Home / News / Japanese Space Probe Misses Venus, Causing A Setback For The Japanese Space Research

Japanese Space Probe Misses Venus, Causing A Setback For The Japanese Space Research

Japanese Space Probe Misses Venus, Causing A Setback For The Japanese Space Research

Japanese Space Probe Misses Venus, Causing A Setback For The Japanese Space Research
Japanese Space Probe Misses Venus, Causing A Setback For The Japanese Space Research

Japanese Space Probe Misses Venus, Causing A Setback For The Japanese Space Research

December 9, 2010 (Pen Men at Work): A Japanese venture, worth a whopping 190 million pounds, named ‘Akatsuki’ (Dawn), to orbit Venus has missed the planet utterly, notwithstanding which the scientists associated with the venture have remarked that it could be more triumphant when it passes by the next time in 2016-2017. The ‘Akatsuki’ was was initiated in May 2010 with the objective of scrutinizing the poisonous ambience and volcanic surface of Venus. However, the probe, shaped akin to a golden box, shot past the gravitational pull of Venus instead of making its way into it.



However, the probe, shaped akin to a golden box, shot past the gravitational pull of Venus instead of making its way into it.

The Telegraph has referred to the spokesperson of the Japanese Aerospace Exploration Agency (JAXA), Hitoshi Soeno, as asserting that the ‘Akatsuki’ will emerge close to Venus in nearly six years, which will bequeath the JAXA another chance for success. Masato Nakamura, the principal creator of ‘Akatsuki’, has voiced that a second endeavor is hugely feasible.

The ‘Akatsuki’ is fixed with two solar panels of the shape of paddles and five cameras to enable it to rake through the planet’s chunky layer of sulphuric acid clouds. The ‘Akatsuki’ was also scheduled to look for signals of lightning and energetic volcanoes.

JAXA had declared on Tuesday that the probe had decelerated in an effort to enter the planet’s gravitational zone.
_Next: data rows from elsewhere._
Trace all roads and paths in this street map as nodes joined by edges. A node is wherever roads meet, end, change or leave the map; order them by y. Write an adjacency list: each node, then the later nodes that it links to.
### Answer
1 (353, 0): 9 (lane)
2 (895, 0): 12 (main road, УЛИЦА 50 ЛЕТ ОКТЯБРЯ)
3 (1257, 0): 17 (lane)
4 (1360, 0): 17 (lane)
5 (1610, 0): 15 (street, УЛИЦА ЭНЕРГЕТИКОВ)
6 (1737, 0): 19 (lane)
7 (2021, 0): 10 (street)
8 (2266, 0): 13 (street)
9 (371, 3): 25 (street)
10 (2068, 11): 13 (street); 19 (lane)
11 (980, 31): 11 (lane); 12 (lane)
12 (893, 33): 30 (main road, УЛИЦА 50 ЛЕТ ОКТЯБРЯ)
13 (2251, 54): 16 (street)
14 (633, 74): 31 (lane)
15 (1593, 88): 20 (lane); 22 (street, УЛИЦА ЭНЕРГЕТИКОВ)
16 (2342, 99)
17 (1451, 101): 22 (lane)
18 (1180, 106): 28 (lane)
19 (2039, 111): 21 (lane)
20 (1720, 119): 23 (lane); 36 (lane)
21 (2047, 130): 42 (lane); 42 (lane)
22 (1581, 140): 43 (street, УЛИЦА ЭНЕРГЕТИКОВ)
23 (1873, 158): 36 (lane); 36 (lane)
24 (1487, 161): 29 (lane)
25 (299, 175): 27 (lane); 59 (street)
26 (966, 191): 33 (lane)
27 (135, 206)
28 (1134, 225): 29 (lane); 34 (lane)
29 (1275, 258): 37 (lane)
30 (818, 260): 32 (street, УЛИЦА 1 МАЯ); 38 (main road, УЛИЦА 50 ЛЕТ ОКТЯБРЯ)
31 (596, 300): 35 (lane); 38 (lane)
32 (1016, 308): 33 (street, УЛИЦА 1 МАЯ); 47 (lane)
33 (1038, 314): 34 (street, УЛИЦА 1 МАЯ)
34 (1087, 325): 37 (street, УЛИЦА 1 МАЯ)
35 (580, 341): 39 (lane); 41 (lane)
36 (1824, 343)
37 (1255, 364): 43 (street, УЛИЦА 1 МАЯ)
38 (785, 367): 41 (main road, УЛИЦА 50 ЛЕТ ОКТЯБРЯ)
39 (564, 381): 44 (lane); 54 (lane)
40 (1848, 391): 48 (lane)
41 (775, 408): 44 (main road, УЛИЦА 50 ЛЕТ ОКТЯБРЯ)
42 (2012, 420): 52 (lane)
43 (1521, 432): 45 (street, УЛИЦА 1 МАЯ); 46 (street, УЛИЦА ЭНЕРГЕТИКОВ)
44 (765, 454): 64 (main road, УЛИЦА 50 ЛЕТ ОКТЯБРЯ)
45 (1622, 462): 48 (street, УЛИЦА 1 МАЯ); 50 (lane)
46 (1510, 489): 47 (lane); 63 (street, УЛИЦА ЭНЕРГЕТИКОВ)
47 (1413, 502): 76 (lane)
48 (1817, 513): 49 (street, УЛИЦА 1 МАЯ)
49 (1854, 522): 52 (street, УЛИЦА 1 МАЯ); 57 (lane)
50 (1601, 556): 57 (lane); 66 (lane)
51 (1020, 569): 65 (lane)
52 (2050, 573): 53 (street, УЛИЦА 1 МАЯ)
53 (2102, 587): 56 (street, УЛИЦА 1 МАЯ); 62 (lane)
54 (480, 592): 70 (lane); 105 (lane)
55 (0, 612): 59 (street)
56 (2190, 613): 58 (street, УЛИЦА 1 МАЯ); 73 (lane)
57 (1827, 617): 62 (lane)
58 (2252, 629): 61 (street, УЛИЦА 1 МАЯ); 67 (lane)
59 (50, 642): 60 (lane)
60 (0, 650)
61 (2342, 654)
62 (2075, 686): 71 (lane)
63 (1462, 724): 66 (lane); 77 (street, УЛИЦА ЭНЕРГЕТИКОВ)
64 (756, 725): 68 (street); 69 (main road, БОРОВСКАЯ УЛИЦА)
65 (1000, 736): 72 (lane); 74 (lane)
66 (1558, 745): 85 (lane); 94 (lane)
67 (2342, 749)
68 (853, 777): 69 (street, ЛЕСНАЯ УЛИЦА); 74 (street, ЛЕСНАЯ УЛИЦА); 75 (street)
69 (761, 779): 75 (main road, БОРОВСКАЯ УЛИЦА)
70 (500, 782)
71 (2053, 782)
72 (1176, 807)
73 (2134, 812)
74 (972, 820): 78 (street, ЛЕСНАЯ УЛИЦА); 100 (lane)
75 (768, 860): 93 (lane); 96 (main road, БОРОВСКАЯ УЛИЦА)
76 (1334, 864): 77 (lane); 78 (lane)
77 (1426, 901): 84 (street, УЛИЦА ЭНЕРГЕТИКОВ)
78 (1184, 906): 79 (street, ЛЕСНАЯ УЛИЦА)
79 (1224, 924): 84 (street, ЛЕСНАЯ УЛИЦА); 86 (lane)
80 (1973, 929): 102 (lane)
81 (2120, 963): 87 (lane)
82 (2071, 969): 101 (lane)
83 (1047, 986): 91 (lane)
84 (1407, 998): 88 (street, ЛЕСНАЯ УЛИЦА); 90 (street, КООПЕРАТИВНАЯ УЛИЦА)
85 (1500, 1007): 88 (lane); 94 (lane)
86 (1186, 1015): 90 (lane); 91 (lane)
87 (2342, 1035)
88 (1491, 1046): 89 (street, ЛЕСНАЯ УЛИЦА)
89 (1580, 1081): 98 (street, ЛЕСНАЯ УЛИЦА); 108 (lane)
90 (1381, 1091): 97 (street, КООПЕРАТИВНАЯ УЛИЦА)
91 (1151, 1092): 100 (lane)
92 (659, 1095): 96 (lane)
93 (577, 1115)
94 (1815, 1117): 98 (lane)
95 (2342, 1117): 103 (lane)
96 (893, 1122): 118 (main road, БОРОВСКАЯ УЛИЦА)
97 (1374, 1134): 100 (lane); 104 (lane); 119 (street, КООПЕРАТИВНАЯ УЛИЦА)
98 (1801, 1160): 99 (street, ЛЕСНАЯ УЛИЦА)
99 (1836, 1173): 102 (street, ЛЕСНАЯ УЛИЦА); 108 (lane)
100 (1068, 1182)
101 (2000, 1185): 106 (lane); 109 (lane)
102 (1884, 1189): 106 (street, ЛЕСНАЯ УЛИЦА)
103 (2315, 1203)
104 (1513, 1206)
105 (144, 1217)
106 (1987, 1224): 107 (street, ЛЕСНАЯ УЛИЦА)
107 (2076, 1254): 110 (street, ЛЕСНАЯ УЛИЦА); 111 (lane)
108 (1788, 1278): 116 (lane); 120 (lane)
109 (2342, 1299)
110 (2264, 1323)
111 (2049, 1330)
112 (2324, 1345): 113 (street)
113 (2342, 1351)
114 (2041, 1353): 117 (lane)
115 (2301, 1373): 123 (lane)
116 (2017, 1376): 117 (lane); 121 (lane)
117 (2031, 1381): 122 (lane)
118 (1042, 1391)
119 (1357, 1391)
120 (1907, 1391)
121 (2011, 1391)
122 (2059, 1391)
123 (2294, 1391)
However, JAXA has confessed that there were communication difficulties, which led to the proclamation on Wednesday of the venture’s failure. Soeno has not definitively asserted the rationale behind the failure but stated that the probe may not have decelerated enough near Venus to be brought in by the planet’s gravity.


The Japanese governmental spokesperson, Yoshito Sengoku, has vocalized that Akatsuki’s failure was deplorable but that the national government would continue watching keenly Akatsuki’s situation.

Venus has massive quantities of carbon dioxide and temperatures reaching as high as 460C. The probe was to function in conjunction with the European Space Agency’s Venus Express, which commenced to analyze the planet in 2006. Al Jezeera has mentioned that propelling the probe into orbit would have been a colossal victory for Japan as the Nozomi, which was initiated in 1998 to analyze Mars, had not been triumphant as a consequence of technical anomalies.

The Japanese Hayabusa probe, which came back to the Earth in June, was in space for seven years. It became the first to amass asteroid dust.